Originally you wrote:

Someone I never stopped thinking about and had never stopped loving. We didn’t end in bad terms, no ill wishes towards each other...I accepted his apology and told him that nothing could come of it as I was married.

Over time, that changed. He sensed some of my marital issues. I never had to tell him. I found myself riding on old feelings. Remembering the good times. The life I wanted was the life he and I were supposed to have all those years ago. I trusted he was the same person he was back then. This was a long distance affair. On 3 occasions I went to see him...Sex happened, but it wasn’t about sex to me. Never was. That part wasn’t lacking in my marriage. It was the emotional connection, wanting the same things.

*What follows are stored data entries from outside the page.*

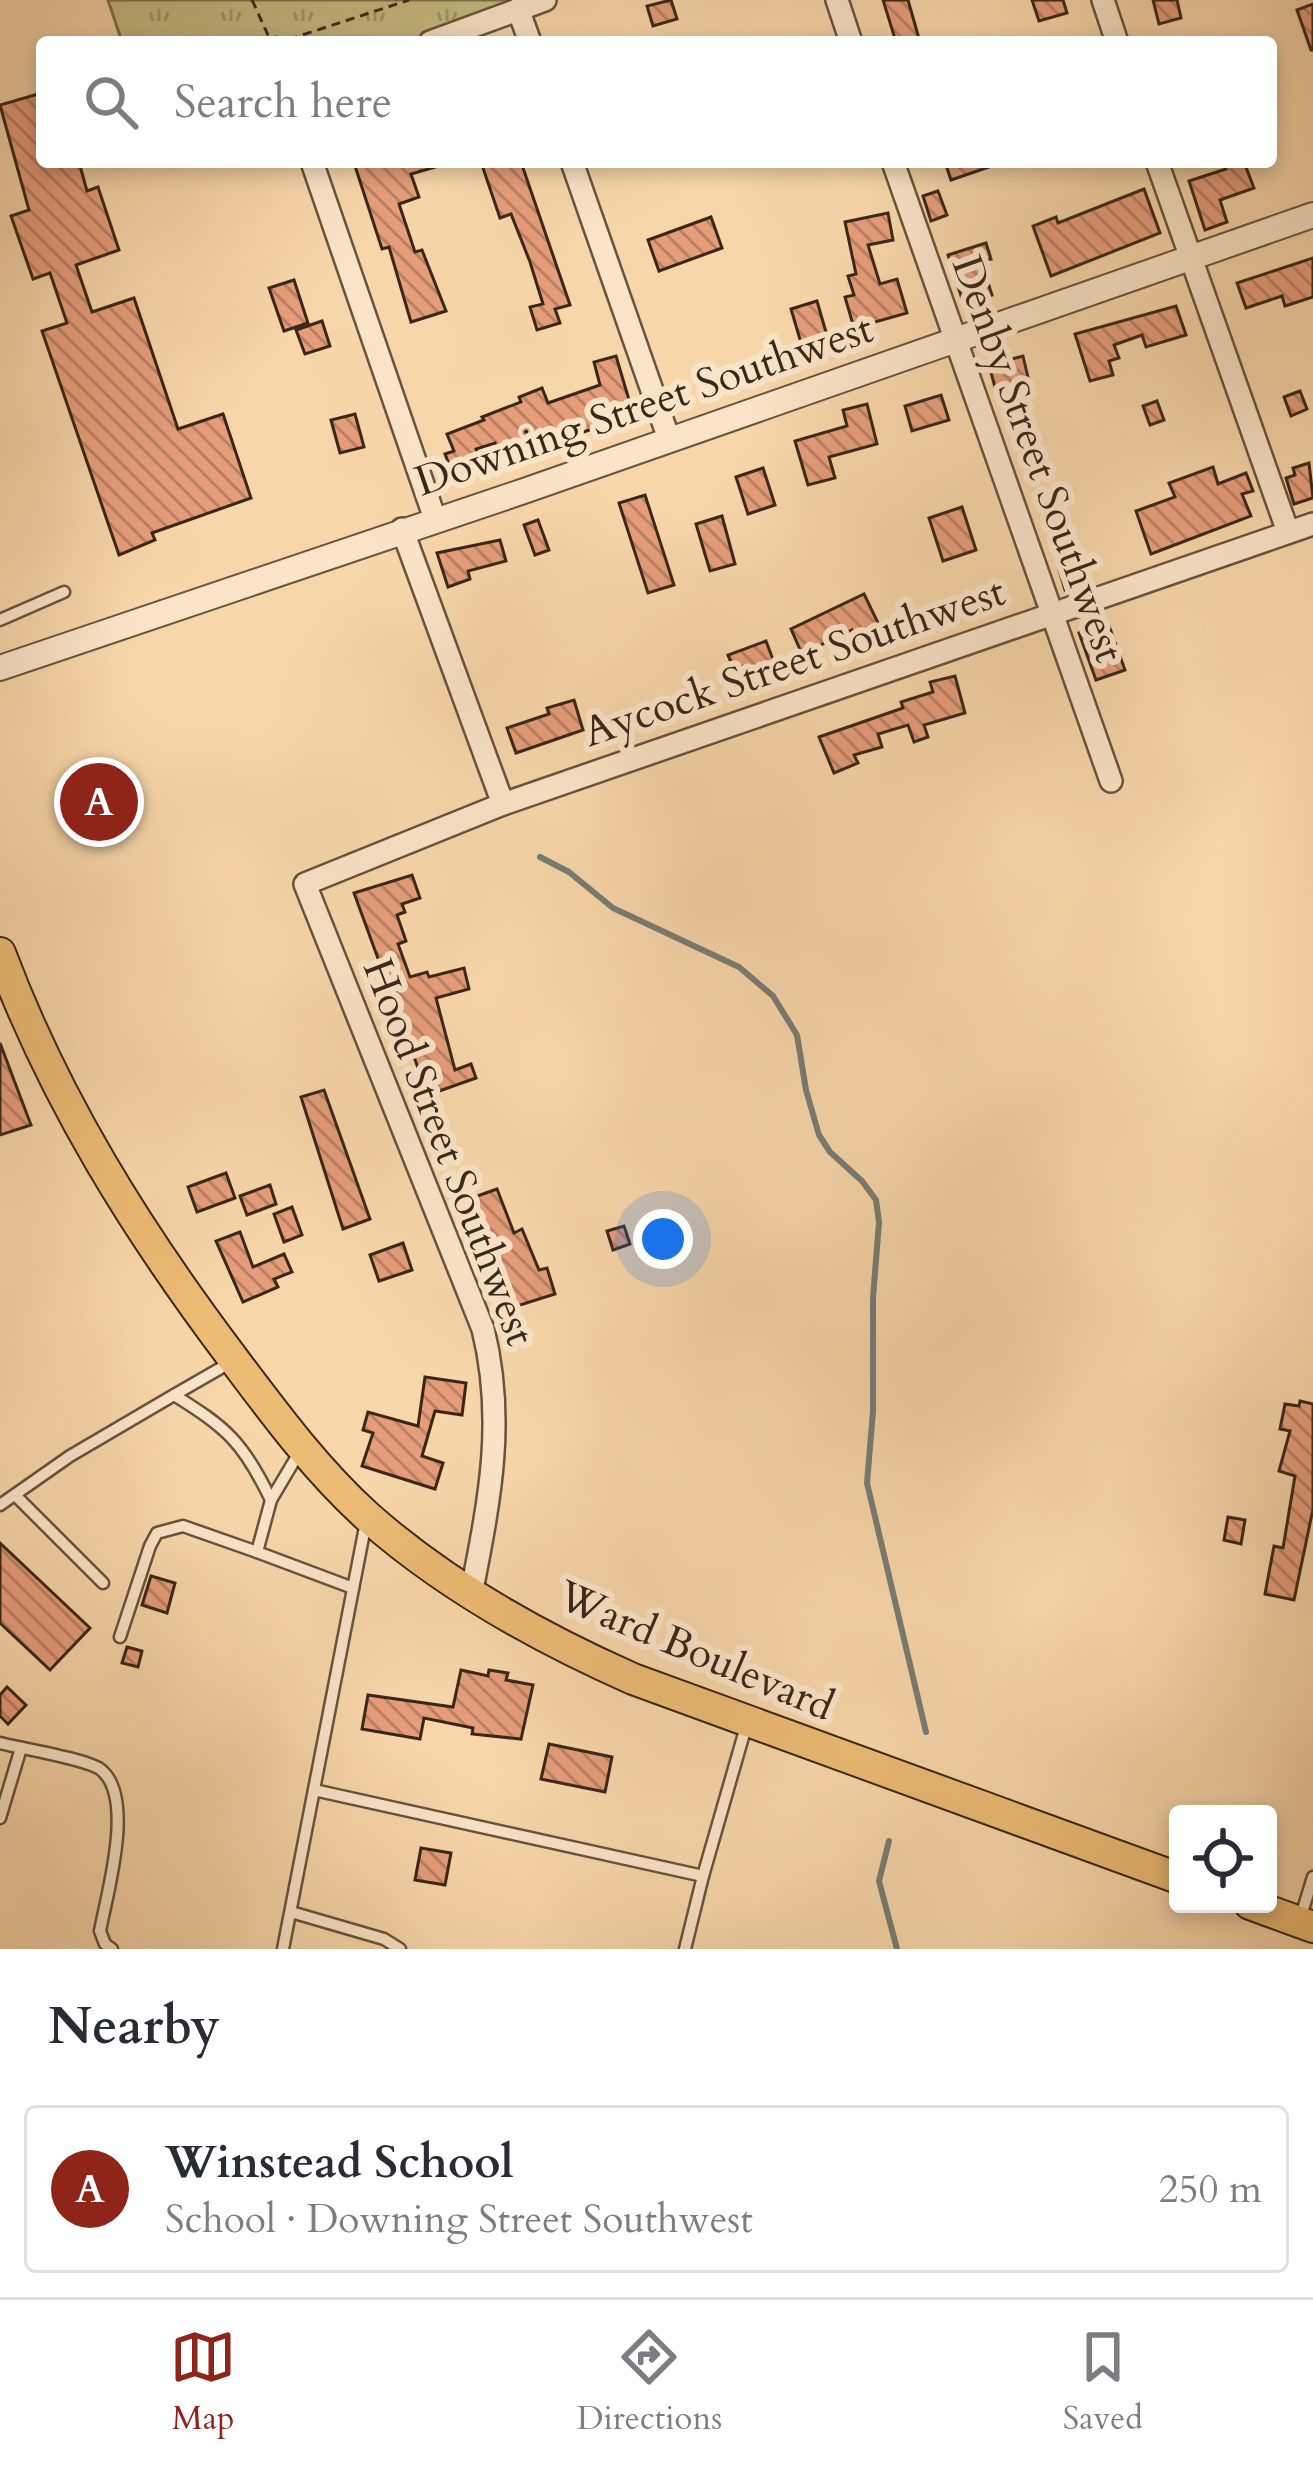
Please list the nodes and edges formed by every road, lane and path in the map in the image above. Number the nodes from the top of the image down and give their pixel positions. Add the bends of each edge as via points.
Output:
1 (252, 0) edge
2 (409, 0) edge
3 (545, 0) edge
4 (837, 0) edge
5 (1102, 0) edge
6 (518, 9) junction
7 (274, 36) edge
8 (299, 36) edge
9 (446, 36) edge
10 (528, 36) edge
11 (849, 36) edge
12 (1115, 36) edge
13 (314, 168) edge
14 (574, 168) edge
15 (894, 168) edge
16 (1159, 168) edge
17 (1313, 215) edge
18 (1189, 258) junction
19 (954, 340) junction
20 (669, 439) junction
21 (435, 519) junction
22 (1313, 524) edge
23 (402, 529) junction
24 (1288, 532) junction
25 (64, 592) dead end
26 (1053, 615) junction
27 (0, 620) edge
28 (3, 659) edge
29 (1111, 782) dead end
30 (503, 804) junction
31 (305, 884) joint
32 (0, 953) edge
33 (234, 1360) junction
34 (173, 1394) junction
35 (302, 1447) junction
36 (15, 1495) junction
37 (272, 1500) junction
38 (0, 1505) edge
39 (368, 1516) junction
40 (257, 1552) junction
41 (104, 1583) dead end
42 (353, 1588) junction
43 (472, 1594) junction
44 (120, 1637) dead end
45 (747, 1722) junction
46 (0, 1743) edge
47 (21, 1748) junction
48 (314, 1790) junction
49 (0, 1818) edge
50 (1169, 1875) edge
51 (704, 1876) junction
52 (1313, 1877) edge
53 (291, 1912) junction
54 (1275, 1913) edge
55 (1306, 1924) edge
56 (112, 1949) edge
57 (284, 1949) edge
58 (400, 1949) edge
59 (685, 1949) edge

1 - 7 path
2 - 8 path
3 - 6 street
4 - 11 street
5 - 12 street
6 - 9 street
6 - 10 street
13 - 21 street
14 - 20 street
15 - 19 street, Denby Street Southwest
16 - 18 street
17 - 18 street, Downing Street Southwest
18 - 19 street, Downing Street Southwest
18 - 24 street
19 - 20 street, Downing Street Southwest
19 - 26 street, Denby Street Southwest
20 - 21 street, Downing Street Southwest
21 - 23 street, Downing Street Southwest
22 - 24 street, Aycock Street Southwest
23 - 28 street, Downing Street Southwest
23 - 30 street
24 - 26 street, Aycock Street Southwest
25 - 27 lane
26 - 29 street, Denby Street Southwest
26 - 30 street, Aycock Street Southwest
30 - 31 street, Aycock Street Southwest
31 - 43 street, Hood Street Southwest via 483,1329 494,1471
32 - 33 main road, Ward Boulevard via 73,1118
33 - 34 lane
33 - 35 main road, Ward Boulevard
34 - 36 lane
34 - 37 lane via 224,1426
35 - 37 lane
35 - 39 main road, Ward Boulevard
36 - 38 lane
36 - 41 lane
37 - 40 lane
39 - 42 lane
39 - 43 main road, Ward Boulevard
40 - 42 lane
40 - 44 lane via 183,1526 158,1533
42 - 48 lane
43 - 45 main road, Ward Boulevard via 562,1647
45 - 50 main road, Ward Boulevard
45 - 51 lane
46 - 47 lane
47 - 49 lane
47 - 56 lane via 99,1768 114,1789 120,1811 100,1931
48 - 51 lane
48 - 53 lane
51 - 59 lane
52 - 55 lane
53 - 57 lane
53 - 58 lane
54 - 55 main road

But even after being with him, I still didn’t want to leave my husband... My answer never changed. I wouldn’t leave my husband.

AP tried hard to win me over, show me he was the better option. But with each visit, I realized more and more what a mistake it was.

Now you write:

it felt good to be desired and wanted, it felt good to hear him beg me to be with him. He and I had a history where he hurt me. It felt good having the upper hand, it felt good having him beg and plead while knowing I had no desire to give him what he wanted most. I took what I wanted out of it and left the rest. When he’d start to question my motives, it was so easy to lure him back into trusting me.

Which is it? Having a false belief in an emotional connection or having no interest in him and getting off on the flattery of this guy trying to "win you over?"

I get that you say you've always been clear with him that you would never leave your marriage, but we all know that actions speak louder than words. You drove 8 hours just to see this guy and spent multiple days with him. You talked to him for months. It's hard to believe that this was a premeditated ego trip as some sort of revenge from years prior.

If I were your husband, I'd be questioning it too because it doesn't pass the sniff test.